*************************************************
Comparison of Networking Solutions for Kubernetes
*************************************************

Kubernetes requires that each container in a cluster has a unique, routable IP. Kubernetes doesn't assign IPs itself, leaving the task to third-party solutions.
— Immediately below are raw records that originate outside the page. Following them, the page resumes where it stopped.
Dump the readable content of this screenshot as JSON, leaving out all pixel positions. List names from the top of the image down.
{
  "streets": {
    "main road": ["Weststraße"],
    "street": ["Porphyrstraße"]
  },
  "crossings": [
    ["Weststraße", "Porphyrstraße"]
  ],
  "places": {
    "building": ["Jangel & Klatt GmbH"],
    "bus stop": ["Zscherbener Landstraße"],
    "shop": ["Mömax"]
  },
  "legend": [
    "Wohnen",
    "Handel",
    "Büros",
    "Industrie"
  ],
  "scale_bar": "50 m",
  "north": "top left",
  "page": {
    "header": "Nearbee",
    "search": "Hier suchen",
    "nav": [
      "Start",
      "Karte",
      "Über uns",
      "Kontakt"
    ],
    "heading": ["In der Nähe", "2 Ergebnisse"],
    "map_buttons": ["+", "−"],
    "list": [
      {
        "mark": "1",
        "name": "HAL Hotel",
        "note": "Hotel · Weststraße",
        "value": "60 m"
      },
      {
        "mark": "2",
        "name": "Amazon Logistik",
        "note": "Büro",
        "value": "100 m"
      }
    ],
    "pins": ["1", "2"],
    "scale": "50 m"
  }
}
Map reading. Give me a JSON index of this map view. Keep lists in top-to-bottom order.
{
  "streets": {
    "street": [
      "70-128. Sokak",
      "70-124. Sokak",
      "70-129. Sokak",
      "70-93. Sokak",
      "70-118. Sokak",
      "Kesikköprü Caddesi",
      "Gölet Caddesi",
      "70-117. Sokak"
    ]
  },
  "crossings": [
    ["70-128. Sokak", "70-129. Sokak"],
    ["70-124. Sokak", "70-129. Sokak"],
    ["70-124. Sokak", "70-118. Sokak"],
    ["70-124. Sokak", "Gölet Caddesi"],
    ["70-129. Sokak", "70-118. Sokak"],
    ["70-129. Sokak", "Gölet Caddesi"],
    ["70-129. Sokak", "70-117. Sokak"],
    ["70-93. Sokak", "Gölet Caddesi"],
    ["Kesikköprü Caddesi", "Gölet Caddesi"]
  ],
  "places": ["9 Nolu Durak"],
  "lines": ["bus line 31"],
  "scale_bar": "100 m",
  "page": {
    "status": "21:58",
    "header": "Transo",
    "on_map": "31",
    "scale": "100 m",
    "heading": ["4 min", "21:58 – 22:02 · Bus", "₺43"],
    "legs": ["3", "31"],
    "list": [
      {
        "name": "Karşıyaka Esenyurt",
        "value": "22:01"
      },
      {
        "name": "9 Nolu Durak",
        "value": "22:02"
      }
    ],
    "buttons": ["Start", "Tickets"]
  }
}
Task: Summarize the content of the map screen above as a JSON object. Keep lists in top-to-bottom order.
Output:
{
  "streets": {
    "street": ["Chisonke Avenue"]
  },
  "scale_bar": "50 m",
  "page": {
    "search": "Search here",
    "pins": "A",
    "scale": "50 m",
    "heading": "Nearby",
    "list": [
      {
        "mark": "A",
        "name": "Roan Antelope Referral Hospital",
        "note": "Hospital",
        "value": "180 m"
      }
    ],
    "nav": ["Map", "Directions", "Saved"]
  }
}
In this study, our goal was to find the solution with the lowest latency, highest throughput, and the lowest setup cost. Since our load is latency-sensitive, our intent is to measure high percentile latencies at relatively high network utilization. We particularly focused on the performance under 30–50% of the maximum load, because we think this best represents the most common use cases of a non-overloaded system.


.. toctree::
    :maxdepth: 3
    :hidden:

    self


.. todo:: What are acceptable values for us?

.. todo::

    The testing scenarios or the general outline does not suggest that we're latency sensitive. I'd add that, saying something that since our load is latency-sensitive, our intent is to measure high percentile latencies at relatively high network utilization. This might provide better context to understand our load testing intent.


Competitors
===========


.. _reference:

Docker with ``--net=host``
--------------------------

This was our reference setup. All other competitors are compared against this setup.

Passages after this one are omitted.